The subjects of this study were 200 patients who were going to receive selective painless colonoscopy in Hebei Hospital of Traditional Chinese Medicine from August 2019 to November 2019. Enrolled patients were divided into wrist-ankle acupuncture group (WAA group, n=100) and control group (CON group, n = 100) based on the random number table method. Finally, 91 cases were included in WAA group and 90 cases in CON group after the exclusion of 19 cases from the study due to prolonged operation time (> 30 min) (Figure 1).

Figure 1
Figure 1 CONSORT trial profile.
Inclusion and exclusion criteria

Inclusion criteria: (1) Patients 18-79 years old; (2) American Society of Anesthesiologists classification of grade I-II; and (3) No contraindications for colonoscopy.

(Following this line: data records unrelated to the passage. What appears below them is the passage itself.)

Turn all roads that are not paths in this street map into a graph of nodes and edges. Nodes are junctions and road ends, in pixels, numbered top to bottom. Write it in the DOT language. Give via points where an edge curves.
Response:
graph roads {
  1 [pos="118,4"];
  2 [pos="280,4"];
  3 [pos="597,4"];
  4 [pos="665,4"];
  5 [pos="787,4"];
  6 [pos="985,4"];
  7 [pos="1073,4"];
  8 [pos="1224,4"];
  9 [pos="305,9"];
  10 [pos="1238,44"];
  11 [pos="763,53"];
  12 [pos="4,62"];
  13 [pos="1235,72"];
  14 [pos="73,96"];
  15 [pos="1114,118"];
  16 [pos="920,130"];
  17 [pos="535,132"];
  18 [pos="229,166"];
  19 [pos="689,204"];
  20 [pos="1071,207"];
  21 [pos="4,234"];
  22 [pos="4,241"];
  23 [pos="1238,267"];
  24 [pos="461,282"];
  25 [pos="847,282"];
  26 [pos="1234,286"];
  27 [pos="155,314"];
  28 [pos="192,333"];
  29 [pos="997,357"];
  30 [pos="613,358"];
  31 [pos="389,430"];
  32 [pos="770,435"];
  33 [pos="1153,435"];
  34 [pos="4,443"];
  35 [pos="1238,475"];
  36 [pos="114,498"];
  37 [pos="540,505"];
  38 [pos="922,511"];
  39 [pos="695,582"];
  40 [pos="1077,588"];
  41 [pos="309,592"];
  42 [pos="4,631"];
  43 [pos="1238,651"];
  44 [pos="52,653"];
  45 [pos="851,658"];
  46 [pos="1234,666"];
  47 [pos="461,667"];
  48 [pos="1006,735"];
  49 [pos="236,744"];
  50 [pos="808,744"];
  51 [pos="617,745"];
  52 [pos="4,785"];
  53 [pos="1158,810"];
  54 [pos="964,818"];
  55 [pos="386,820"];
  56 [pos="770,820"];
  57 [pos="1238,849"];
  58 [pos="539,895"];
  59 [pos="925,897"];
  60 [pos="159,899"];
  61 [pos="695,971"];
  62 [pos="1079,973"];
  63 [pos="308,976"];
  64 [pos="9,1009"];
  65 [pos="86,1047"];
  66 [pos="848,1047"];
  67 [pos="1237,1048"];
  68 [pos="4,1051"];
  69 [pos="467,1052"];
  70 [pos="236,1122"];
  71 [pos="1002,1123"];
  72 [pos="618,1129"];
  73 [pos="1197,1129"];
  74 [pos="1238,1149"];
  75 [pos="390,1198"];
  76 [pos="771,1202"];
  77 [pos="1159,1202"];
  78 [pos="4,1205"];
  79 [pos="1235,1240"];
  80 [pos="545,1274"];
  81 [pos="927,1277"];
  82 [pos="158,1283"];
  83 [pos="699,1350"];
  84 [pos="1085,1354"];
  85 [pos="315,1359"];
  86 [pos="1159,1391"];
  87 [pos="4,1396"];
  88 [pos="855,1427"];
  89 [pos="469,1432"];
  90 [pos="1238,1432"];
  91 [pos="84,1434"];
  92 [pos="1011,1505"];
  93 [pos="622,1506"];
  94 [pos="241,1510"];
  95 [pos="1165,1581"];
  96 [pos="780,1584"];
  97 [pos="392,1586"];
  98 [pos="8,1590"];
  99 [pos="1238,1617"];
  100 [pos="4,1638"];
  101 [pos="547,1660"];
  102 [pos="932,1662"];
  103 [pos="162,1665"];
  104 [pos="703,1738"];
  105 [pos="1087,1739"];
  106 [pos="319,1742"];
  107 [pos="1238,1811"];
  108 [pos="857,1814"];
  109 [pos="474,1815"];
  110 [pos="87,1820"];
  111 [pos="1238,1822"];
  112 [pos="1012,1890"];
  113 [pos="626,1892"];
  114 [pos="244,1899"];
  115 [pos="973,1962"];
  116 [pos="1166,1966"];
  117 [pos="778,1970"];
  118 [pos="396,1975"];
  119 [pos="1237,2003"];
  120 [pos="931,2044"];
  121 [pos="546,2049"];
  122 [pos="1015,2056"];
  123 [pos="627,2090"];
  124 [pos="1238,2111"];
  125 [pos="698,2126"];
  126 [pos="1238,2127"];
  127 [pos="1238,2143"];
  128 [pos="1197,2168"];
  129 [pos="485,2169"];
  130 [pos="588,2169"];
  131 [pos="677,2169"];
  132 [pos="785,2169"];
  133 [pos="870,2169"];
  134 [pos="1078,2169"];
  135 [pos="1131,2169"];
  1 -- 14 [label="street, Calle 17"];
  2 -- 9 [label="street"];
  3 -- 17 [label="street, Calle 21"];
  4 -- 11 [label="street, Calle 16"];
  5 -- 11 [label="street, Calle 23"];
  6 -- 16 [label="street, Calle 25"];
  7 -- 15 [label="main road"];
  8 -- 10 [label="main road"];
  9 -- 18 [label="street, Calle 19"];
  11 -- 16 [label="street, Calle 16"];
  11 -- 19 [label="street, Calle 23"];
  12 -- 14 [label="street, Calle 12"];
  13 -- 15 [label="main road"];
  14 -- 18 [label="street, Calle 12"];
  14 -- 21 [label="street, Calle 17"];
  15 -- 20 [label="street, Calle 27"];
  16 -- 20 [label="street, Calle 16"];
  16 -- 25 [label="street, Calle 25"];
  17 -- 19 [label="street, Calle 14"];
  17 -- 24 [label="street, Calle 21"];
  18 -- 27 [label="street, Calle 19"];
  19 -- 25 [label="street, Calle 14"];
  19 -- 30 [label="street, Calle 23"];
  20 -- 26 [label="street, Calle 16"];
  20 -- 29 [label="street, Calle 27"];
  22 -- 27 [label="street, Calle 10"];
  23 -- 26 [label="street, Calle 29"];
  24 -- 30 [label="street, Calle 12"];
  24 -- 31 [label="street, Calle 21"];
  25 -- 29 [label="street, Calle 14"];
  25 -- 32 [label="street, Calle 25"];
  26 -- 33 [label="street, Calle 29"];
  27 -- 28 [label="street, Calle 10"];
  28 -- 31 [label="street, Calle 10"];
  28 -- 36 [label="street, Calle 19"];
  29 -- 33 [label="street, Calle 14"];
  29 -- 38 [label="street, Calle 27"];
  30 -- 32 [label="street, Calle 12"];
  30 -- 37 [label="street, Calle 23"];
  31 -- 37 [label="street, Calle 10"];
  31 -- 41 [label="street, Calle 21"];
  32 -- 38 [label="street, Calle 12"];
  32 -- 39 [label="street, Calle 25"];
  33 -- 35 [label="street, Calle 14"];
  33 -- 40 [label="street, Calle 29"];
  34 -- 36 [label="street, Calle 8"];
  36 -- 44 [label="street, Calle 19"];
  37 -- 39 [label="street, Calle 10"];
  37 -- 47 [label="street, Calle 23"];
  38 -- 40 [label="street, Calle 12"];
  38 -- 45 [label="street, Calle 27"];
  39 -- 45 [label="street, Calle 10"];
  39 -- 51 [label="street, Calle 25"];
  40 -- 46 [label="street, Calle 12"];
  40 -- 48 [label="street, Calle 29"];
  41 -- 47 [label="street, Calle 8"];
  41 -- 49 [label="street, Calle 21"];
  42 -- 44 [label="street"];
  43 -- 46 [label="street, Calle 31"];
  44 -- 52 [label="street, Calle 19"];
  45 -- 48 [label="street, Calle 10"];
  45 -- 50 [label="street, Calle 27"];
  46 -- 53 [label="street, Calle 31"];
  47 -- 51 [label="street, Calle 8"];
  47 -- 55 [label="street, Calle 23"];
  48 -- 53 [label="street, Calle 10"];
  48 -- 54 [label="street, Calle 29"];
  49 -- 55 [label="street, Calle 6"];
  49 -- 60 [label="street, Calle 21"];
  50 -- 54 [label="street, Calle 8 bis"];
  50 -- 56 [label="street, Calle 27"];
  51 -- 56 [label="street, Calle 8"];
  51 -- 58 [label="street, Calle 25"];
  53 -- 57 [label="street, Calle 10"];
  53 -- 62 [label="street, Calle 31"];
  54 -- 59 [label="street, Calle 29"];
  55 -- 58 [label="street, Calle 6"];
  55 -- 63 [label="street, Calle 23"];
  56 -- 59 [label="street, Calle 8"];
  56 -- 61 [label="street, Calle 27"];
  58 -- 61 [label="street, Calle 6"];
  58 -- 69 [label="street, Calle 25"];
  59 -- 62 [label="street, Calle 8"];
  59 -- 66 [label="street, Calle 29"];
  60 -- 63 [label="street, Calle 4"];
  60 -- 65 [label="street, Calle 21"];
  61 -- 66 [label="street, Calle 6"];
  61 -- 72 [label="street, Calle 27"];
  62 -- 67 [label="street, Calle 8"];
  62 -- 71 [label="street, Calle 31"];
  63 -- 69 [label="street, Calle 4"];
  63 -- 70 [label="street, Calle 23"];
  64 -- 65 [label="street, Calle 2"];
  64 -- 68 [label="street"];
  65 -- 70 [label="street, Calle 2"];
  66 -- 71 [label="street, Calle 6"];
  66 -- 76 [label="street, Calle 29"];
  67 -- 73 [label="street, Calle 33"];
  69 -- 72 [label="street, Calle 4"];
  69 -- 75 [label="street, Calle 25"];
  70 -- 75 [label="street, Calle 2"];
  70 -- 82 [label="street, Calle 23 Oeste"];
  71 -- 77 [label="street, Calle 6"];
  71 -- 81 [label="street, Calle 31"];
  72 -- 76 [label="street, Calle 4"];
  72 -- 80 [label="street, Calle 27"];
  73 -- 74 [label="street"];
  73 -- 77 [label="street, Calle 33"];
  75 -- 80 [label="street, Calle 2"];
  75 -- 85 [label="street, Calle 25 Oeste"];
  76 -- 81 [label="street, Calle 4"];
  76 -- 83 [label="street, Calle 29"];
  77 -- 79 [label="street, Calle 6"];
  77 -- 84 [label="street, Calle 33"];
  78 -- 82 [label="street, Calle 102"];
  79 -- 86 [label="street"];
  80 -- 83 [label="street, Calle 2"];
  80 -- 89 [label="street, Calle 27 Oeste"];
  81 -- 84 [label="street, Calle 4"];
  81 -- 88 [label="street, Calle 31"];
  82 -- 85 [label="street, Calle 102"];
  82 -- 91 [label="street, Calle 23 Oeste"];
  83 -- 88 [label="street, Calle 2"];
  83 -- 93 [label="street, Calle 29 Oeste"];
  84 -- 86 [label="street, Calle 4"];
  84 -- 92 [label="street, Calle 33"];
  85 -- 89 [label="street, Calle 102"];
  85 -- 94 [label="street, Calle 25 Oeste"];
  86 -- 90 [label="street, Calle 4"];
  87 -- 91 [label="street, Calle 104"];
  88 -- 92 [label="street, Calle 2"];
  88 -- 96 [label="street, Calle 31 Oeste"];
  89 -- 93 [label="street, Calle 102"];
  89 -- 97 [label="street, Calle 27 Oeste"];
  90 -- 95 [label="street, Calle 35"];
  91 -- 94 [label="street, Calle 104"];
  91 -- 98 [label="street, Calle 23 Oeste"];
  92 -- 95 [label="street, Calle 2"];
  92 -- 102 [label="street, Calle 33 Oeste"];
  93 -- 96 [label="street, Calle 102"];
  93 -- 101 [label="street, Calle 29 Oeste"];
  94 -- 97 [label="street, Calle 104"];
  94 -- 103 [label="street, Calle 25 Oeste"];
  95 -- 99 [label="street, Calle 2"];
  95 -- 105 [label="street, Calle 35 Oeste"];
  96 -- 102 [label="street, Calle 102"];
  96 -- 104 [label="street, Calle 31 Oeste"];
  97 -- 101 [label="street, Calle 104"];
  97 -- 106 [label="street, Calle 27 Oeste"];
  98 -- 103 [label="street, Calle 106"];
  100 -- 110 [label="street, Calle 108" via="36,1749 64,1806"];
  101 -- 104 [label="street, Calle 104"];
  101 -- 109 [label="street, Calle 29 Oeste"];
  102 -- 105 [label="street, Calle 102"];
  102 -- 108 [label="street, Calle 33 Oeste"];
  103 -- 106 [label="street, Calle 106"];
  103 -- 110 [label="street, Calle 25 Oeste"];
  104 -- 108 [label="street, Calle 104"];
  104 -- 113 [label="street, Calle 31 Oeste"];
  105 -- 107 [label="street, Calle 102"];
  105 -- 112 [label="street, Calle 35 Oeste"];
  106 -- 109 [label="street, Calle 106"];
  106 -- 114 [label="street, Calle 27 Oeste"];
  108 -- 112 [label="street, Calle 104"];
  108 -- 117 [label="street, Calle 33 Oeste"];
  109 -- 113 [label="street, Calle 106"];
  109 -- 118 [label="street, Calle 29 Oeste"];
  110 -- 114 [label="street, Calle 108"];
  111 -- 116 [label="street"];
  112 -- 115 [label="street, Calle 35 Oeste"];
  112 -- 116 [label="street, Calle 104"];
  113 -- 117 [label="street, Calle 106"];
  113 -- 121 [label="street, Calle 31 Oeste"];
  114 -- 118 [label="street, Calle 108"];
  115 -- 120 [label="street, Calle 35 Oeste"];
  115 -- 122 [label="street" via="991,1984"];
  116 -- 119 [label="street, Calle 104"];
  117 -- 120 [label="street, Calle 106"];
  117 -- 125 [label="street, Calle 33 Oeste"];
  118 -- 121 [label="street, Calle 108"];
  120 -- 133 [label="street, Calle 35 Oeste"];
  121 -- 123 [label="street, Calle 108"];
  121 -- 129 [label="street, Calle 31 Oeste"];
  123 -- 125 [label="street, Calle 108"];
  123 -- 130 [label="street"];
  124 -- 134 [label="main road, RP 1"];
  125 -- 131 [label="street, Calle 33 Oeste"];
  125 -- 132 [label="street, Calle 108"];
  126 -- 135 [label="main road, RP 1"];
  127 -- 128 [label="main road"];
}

Exclusion criteria: (1) Patients who refused painless colonoscopy; (2) Pregnant woman; (3) Patients with allergic history of propofol injection; (4) Patients who were intolerant to opioids; (5) Patients who took potential neuromodulatory drugs (e.g., diazepam, etc) before operation; (6) Patients with cerebrovascular accident; (7) Patients with a history of craniocerebral injury or neurosurgery; (8) Patients with impaired verbal communication; (9) Patients with mental disorder; and (10) Patients with infection at the puncture site.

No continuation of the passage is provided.